La meridiana solar de la Catedral de Palermo

La meridiana solar es un instrumento que se ubica en la intersección del horizonte con el plano perpendicular al horizonte en el que se sitúa el Sol justo al mediodía, es decir, el meridiano. Dicho de otro modo, es una línea perfectamente orientada en dirección norte-sur y cuya longitud dependerá de la altura a la que se sitúe el gnomon, que habitualmente en el caso de meridianas de cámara oscura es un pequeño agujero situado de manera estratégica. En el caso de meridianas al aire libre, el gnomon suele ser una columna vertical cuyo extremo arroja sombra sobre la meridiana colocada en el suelo. La longitud de la meridiana dependerá de la latitud del lugar y de la altura del gnomon.

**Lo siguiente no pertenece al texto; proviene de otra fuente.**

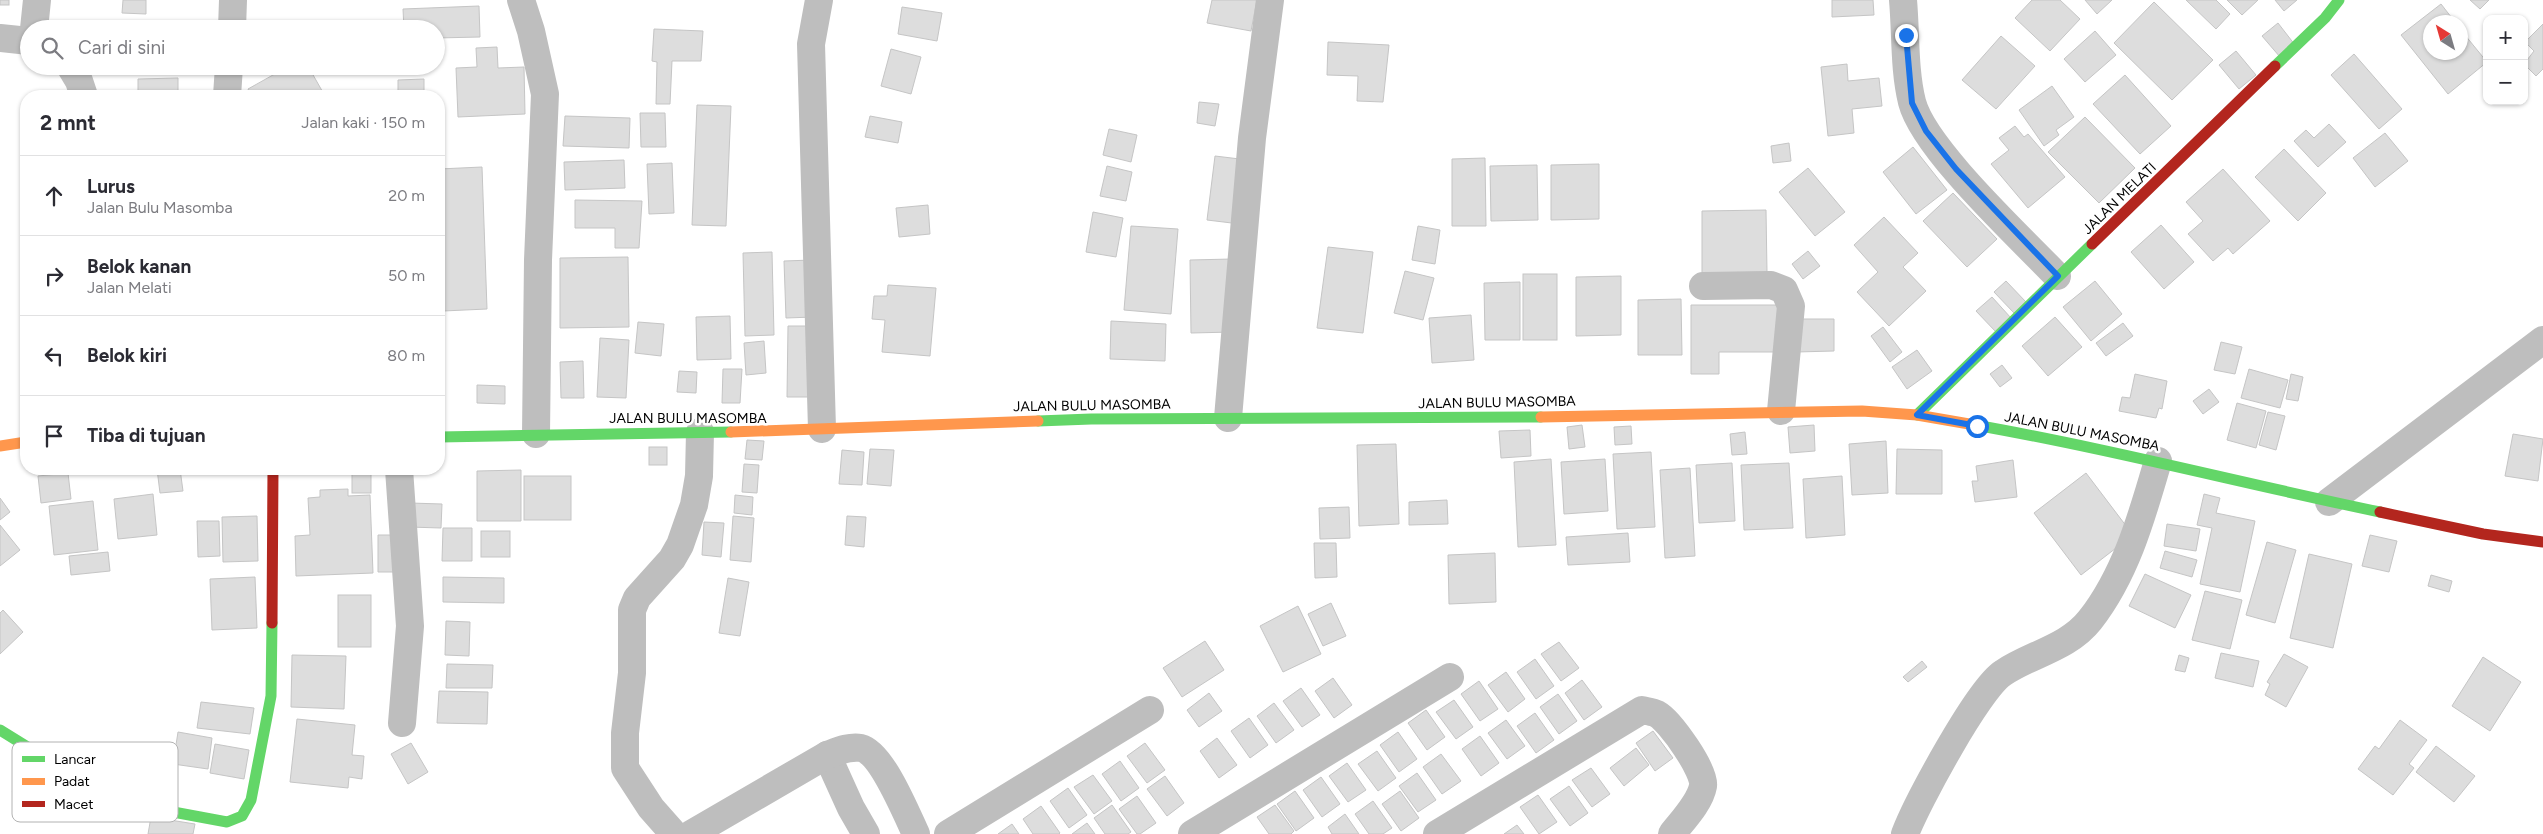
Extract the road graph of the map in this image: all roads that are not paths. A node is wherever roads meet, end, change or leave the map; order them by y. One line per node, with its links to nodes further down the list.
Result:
1 (37, 0): 8 (street)
2 (233, 0): 9 (street)
3 (521, 0): 24 (street)
4 (819, 0): 22 (street)
5 (1270, 0): 21 (street)
6 (1903, 0): 16 (street)
7 (2339, 0): 16 (street, JALAN MELATI)
8 (35, 20)
9 (232, 20)
10 (0, 38): 11 (street)
11 (20, 40)
12 (75, 75): 14 (street)
13 (228, 75): 15 (street)
14 (82, 90)
15 (227, 90)
16 (2058, 276): 20 (street, JALAN MELATI)
17 (1703, 286): 19 (street)
18 (2543, 340): 31 (street)
19 (1781, 411): 20 (street, JALAN BULU MASOMBA); 21 (street, JALAN BULU MASOMBA)
20 (1917, 415): 28 (street, JALAN BULU MASOMBA)
21 (1228, 418): 22 (street, JALAN BULU MASOMBA)
22 (822, 429): 23 (street, JALAN BULU MASOMBA)
23 (700, 432): 24 (street, JALAN BULU MASOMBA); 41 (street)
24 (536, 434): 25 (street, JALAN BULU MASOMBA)
25 (445, 437)
26 (20, 443): 27 (street)
27 (0, 446)
28 (2158, 461): 31 (street, JALAN BULU MASOMBA); 49 (street)
29 (273, 475): 39 (street)
30 (399, 475): 35 (street)
31 (2329, 502): 32 (street, JALAN BULU MASOMBA)
32 (2543, 542)
33 (1450, 677): 40 (street)
34 (1150, 710): 45 (street)
35 (402, 723)
36 (0, 730): 37 (street)
37 (19, 742)
38 (827, 754): 42 (street); 43 (street); 44 (street)
39 (178, 813)
40 (1230, 824): 46 (street)
41 (674, 834)
42 (691, 834)
43 (866, 834)
44 (916, 834)
45 (948, 834)
46 (1192, 834)
47 (1437, 834): 48 (street)
48 (1672, 834)
49 (1905, 834)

A pesar de su sencillez, es un instrumento que al mediodía permite indicar la fecha del año, además de medir con mucha precisión la duración del año trópico y la oblicuidad de la eclíptica (es decir, la inclinación del eje terrestre).

La catedral de Palermo, edificio de clara influencia oriental, aspecto al que contribuyen las palmeras del patio de entrada, está dedicada a Nuestra Señora de la Asunción y presenta una ecléctica fusión de estilos. A la basílica bizantina original se le añadió un pórtico de estilo gótico catalán obra de Antonio Gambara (1430). El pórtico es uno de los elementos más interesantes del edificio, tiene tres arcos apuntados y un tímpano gótico con escenas de la Biblia y el escudo de armas de la ciudad. Se conservan también algunos elementos de la antigua mezquita. El más evidente se puede ver en una columna del pórtico: una inscripción coránica, la azora de la vaca. Un elemento llamativo en un templo católico.

Inscripción coránica en una de las columnas de entrada de la catedral de Palermo.
Inscripción coránica en una de las columnas de entrada de la catedral de Palermo. Foto: Paco Bellido

Entre 1781 y 1801 se llevó a cabo una amplia renovación del edificio siguiendo el proyecto ideado en 1767 por Ferdinando Fuga (1699-1781). Aprovechando las obras, el astrónomo teatino Giuseppe Piazzi (1746-1826), fundador y primer director del Observatorio Astronómico de la ciudad (véase Destinos astronómicos, AstronomíA 163, enero 2013) y considerado el primer gran astrónomo italiano después de Galileo, solicita y recibe de monseñor Felipe López y Royo (1728-1811), arzobispo de Palermo y Monreale y presidente del Reino de Sicilia en 1794, el encargo de adornar la iglesia con una meridiana de utilidad pública y que además sirviera de ornamento al edificio.

Piazzi, hombre ilustrado de grandes ideales, estaba empeñado en fomentar la ciencia en Sicilia y modernizar una región secularmente atrasada. El instrumento seguiría el modelo de meridiana de cámara oscura creada en la catedral de Milán por el jesuita, Angelo De Cesaris (1749-1832), astrónomo del Observatorio de Brera. El objetivo no era otro que el de dotar a los ciudadanos de una herramienta sencilla y exacta para determinar el mediodía y, de este modo, medir el paso del tiempo según los cánones europeos.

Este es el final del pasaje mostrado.